Data provided Block Start

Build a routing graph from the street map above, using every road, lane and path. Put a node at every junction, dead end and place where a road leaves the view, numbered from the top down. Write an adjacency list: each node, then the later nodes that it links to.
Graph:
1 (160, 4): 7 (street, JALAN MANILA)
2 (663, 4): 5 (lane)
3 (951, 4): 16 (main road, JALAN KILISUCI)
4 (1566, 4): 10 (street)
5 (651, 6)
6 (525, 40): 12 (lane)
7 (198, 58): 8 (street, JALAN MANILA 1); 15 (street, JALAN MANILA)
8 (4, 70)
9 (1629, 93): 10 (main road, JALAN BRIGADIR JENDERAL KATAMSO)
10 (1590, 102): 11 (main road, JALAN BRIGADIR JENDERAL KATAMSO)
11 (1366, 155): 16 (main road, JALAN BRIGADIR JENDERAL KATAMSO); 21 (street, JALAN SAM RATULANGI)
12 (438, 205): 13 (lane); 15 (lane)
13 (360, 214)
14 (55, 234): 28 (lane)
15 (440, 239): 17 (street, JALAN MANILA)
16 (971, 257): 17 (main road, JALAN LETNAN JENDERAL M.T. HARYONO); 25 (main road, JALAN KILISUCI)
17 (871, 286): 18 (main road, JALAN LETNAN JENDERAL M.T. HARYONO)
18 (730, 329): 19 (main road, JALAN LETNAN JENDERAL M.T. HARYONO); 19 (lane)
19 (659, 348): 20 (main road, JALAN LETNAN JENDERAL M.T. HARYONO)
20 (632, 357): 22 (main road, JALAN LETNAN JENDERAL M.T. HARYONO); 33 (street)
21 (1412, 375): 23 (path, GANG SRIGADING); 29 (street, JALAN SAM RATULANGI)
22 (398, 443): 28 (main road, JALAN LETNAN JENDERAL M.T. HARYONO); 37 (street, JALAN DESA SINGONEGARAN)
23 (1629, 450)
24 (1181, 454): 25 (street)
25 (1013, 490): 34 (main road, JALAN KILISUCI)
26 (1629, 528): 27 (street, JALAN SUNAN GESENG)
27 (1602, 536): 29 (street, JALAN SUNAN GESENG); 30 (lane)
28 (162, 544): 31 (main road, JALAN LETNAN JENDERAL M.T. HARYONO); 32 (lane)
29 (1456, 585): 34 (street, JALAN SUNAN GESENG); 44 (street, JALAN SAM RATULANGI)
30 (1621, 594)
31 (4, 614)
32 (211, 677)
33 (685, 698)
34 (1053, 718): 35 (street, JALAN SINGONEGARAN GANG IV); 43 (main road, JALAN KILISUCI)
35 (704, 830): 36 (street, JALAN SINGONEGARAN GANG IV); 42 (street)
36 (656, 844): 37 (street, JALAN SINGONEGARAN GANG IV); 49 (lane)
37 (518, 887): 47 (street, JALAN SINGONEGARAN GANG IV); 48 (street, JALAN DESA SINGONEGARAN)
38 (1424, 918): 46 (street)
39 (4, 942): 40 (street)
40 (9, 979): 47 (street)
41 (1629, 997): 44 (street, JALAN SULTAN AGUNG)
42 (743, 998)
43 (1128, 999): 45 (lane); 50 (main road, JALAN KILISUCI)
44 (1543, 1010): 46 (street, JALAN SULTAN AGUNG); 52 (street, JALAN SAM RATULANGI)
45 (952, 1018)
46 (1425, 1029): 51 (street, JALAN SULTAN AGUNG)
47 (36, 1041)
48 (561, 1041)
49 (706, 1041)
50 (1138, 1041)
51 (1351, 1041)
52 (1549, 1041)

Data provided Block End

**Exercise prompt**. Give an exact copy of all the data shown above.

**Exercise answer**.
Build a routing graph from the street map above, using every road, lane and path. Put a node at every junction, dead end and place where a road leaves the view, numbered from the top down. Write an adjacency list: each node, then the later nodes that it links to.
Graph:
1 (160, 4): 7 (street, JALAN MANILA)
2 (663, 4): 5 (lane)
3 (951, 4): 16 (main road, JALAN KILISUCI)
4 (1566, 4): 10 (street)
5 (651, 6)
6 (525, 40): 12 (lane)
7 (198, 58): 8 (street, JALAN MANILA 1); 15 (street, JALAN MANILA)
8 (4, 70)
9 (1629, 93): 10 (main road, JALAN BRIGADIR JENDERAL KATAMSO)
10 (1590, 102): 11 (main road, JALAN BRIGADIR JENDERAL KATAMSO)
11 (1366, 155): 16 (main road, JALAN BRIGADIR JENDERAL KATAMSO); 21 (street, JALAN SAM RATULANGI)
12 (438, 205): 13 (lane); 15 (lane)
13 (360, 214)
14 (55, 234): 28 (lane)
15 (440, 239): 17 (street, JALAN MANILA)
16 (971, 257): 17 (main road, JALAN LETNAN JENDERAL M.T. HARYONO); 25 (main road, JALAN KILISUCI)
17 (871, 286): 18 (main road, JALAN LETNAN JENDERAL M.T. HARYONO)
18 (730, 329): 19 (main road, JALAN LETNAN JENDERAL M.T. HARYONO); 19 (lane)
19 (659, 348): 20 (main road, JALAN LETNAN JENDERAL M.T. HARYONO)
20 (632, 357): 22 (main road, JALAN LETNAN JENDERAL M.T. HARYONO); 33 (street)
21 (1412, 375): 23 (path, GANG SRIGADING); 29 (street, JALAN SAM RATULANGI)
22 (398, 443): 28 (main road, JALAN LETNAN JENDERAL M.T. HARYONO); 37 (street, JALAN DESA SINGONEGARAN)
23 (1629, 450)
24 (1181, 454): 25 (street)
25 (1013, 490): 34 (main road, JALAN KILISUCI)
26 (1629, 528): 27 (street, JALAN SUNAN GESENG)
27 (1602, 536): 29 (street, JALAN SUNAN GESENG); 30 (lane)
28 (162, 544): 31 (main road, JALAN LETNAN JENDERAL M.T. HARYONO); 32 (lane)
29 (1456, 585): 34 (street, JALAN SUNAN GESENG); 44 (street, JALAN SAM RATULANGI)
30 (1621, 594)
31 (4, 614)
32 (211, 677)
33 (685, 698)
34 (1053, 718): 35 (street, JALAN SINGONEGARAN GANG IV); 43 (main road, JALAN KILISUCI)
35 (704, 830): 36 (street, JALAN SINGONEGARAN GANG IV); 42 (street)
36 (656, 844): 37 (street, JALAN SINGONEGARAN GANG IV); 49 (lane)
37 (518, 887): 47 (street, JALAN SINGONEGARAN GANG IV); 48 (street, JALAN DESA SINGONEGARAN)
38 (1424, 918): 46 (street)
39 (4, 942): 40 (street)
40 (9, 979): 47 (street)
41 (1629, 997): 44 (street, JALAN SULTAN AGUNG)
42 (743, 998)
43 (1128, 999): 45 (lane); 50 (main road, JALAN KILISUCI)
44 (1543, 1010): 46 (street, JALAN SULTAN AGUNG); 52 (street, JALAN SAM RATULANGI)
45 (952, 1018)
46 (1425, 1029): 51 (street, JALAN SULTAN AGUNG)
47 (36, 1041)
48 (561, 1041)
49 (706, 1041)
50 (1138, 1041)
51 (1351, 1041)
52 (1549, 1041)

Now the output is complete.